ACTION ITEM:
If a line in the listing carries the word "mouth", return a copy of that line.

RECORDS FOR THIS TASK:
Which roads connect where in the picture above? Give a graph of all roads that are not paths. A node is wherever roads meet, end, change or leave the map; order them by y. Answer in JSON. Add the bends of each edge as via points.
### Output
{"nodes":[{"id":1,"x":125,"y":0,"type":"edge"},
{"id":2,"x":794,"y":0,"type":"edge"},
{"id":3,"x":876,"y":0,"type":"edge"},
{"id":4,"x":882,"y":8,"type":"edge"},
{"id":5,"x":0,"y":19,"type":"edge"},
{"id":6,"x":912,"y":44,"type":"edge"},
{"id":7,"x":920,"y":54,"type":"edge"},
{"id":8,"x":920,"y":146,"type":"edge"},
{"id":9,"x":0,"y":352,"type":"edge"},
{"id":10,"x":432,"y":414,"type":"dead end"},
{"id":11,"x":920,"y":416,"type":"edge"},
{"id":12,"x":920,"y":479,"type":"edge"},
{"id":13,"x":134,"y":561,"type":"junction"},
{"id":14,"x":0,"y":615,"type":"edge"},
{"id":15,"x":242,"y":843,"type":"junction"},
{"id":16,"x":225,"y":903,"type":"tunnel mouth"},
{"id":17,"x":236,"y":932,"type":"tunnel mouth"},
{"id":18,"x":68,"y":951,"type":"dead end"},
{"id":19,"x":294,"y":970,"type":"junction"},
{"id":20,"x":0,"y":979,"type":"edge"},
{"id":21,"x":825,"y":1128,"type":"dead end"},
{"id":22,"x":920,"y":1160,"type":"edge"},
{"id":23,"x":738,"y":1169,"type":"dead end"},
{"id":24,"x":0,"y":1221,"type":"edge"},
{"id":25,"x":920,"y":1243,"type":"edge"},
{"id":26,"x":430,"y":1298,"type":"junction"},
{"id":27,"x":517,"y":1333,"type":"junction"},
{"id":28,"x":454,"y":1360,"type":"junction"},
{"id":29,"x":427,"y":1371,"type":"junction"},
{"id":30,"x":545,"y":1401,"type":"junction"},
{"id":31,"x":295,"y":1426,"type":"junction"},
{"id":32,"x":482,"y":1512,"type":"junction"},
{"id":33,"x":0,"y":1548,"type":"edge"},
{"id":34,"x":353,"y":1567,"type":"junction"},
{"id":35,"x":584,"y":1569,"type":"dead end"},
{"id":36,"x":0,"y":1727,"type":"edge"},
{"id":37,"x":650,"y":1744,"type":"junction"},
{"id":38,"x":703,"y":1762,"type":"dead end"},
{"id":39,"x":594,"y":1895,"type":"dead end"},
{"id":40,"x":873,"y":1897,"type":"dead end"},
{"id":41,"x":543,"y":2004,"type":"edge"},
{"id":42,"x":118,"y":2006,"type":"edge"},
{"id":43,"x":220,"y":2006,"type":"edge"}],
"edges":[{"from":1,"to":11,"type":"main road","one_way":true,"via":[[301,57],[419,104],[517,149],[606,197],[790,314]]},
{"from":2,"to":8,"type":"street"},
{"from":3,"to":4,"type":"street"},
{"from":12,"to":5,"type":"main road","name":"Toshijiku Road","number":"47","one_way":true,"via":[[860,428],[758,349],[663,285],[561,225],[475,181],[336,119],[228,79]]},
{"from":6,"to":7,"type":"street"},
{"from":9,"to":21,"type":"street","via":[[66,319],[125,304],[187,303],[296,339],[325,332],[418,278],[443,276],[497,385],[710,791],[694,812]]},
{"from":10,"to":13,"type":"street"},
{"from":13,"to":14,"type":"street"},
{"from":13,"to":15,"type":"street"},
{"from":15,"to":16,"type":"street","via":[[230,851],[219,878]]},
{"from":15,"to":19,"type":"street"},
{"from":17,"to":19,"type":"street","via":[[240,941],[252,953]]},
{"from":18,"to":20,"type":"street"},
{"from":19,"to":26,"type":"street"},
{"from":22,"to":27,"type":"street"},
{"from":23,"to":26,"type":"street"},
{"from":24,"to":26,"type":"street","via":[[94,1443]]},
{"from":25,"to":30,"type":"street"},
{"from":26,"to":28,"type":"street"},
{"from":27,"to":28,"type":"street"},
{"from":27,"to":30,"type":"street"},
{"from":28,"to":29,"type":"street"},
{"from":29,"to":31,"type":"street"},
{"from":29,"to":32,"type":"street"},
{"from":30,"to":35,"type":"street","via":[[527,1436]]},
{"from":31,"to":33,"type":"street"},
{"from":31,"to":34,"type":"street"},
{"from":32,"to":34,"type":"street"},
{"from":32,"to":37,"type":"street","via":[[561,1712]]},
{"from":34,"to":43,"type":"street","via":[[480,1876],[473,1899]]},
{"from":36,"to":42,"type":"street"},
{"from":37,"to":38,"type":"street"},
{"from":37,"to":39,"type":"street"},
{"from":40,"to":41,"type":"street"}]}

OUTPUT:
{"id":16,"x":225,"y":903,"type":"tunnel mouth"},
{"id":17,"x":236,"y":932,"type":"tunnel mouth"},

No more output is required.